_ACTIVITY_. Each line below should be written out exactly, with none skipped.

(Beginning of SUPPLIED MATERIAL)

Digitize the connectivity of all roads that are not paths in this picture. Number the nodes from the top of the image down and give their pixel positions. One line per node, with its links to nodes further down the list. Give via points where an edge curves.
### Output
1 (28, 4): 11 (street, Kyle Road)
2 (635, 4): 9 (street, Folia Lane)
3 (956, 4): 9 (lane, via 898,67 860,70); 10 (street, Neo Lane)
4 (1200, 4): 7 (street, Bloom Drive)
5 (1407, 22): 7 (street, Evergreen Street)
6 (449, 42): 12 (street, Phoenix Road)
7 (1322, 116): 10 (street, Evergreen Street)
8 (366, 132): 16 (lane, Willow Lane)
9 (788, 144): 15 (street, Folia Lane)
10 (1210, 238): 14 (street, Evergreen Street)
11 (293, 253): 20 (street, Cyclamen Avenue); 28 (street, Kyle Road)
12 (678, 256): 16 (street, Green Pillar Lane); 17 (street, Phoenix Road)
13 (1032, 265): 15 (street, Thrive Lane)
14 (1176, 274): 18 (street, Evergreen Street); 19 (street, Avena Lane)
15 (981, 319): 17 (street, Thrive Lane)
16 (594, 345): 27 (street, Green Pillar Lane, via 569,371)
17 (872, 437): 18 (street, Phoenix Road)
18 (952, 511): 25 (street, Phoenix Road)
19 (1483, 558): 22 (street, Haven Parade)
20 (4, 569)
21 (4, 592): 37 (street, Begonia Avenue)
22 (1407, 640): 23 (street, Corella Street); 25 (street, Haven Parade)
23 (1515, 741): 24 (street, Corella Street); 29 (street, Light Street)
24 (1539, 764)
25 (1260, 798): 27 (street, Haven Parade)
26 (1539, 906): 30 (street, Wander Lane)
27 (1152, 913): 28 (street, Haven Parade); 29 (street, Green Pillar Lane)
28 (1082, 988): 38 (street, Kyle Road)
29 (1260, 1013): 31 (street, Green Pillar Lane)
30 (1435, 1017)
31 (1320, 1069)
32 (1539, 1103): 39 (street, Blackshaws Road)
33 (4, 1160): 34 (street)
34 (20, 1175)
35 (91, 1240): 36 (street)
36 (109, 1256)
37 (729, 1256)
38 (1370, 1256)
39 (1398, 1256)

(End of SUPPLIED MATERIAL)

_ANSWER TO THIS EXERCISE_.
Digitize the connectivity of all roads that are not paths in this picture. Number the nodes from the top of the image down and give their pixel positions. One line per node, with its links to nodes further down the list. Give via points where an edge curves.
### Output
1 (28, 4): 11 (street, Kyle Road)
2 (635, 4): 9 (street, Folia Lane)
3 (956, 4): 9 (lane, via 898,67 860,70); 10 (street, Neo Lane)
4 (1200, 4): 7 (street, Bloom Drive)
5 (1407, 22): 7 (street, Evergreen Street)
6 (449, 42): 12 (street, Phoenix Road)
7 (1322, 116): 10 (street, Evergreen Street)
8 (366, 132): 16 (lane, Willow Lane)
9 (788, 144): 15 (street, Folia Lane)
10 (1210, 238): 14 (street, Evergreen Street)
11 (293, 253): 20 (street, Cyclamen Avenue); 28 (street, Kyle Road)
12 (678, 256): 16 (street, Green Pillar Lane); 17 (street, Phoenix Road)
13 (1032, 265): 15 (street, Thrive Lane)
14 (1176, 274): 18 (street, Evergreen Street); 19 (street, Avena Lane)
15 (981, 319): 17 (street, Thrive Lane)
16 (594, 345): 27 (street, Green Pillar Lane, via 569,371)
17 (872, 437): 18 (street, Phoenix Road)
18 (952, 511): 25 (street, Phoenix Road)
19 (1483, 558): 22 (street, Haven Parade)
20 (4, 569)
21 (4, 592): 37 (street, Begonia Avenue)
22 (1407, 640): 23 (street, Corella Street); 25 (street, Haven Parade)
23 (1515, 741): 24 (street, Corella Street); 29 (street, Light Street)
24 (1539, 764)
25 (1260, 798): 27 (street, Haven Parade)
26 (1539, 906): 30 (street, Wander Lane)
27 (1152, 913): 28 (street, Haven Parade); 29 (street, Green Pillar Lane)
28 (1082, 988): 38 (street, Kyle Road)
29 (1260, 1013): 31 (street, Green Pillar Lane)
30 (1435, 1017)
31 (1320, 1069)
32 (1539, 1103): 39 (street, Blackshaws Road)
33 (4, 1160): 34 (street)
34 (20, 1175)
35 (91, 1240): 36 (street)
36 (109, 1256)
37 (729, 1256)
38 (1370, 1256)
39 (1398, 1256)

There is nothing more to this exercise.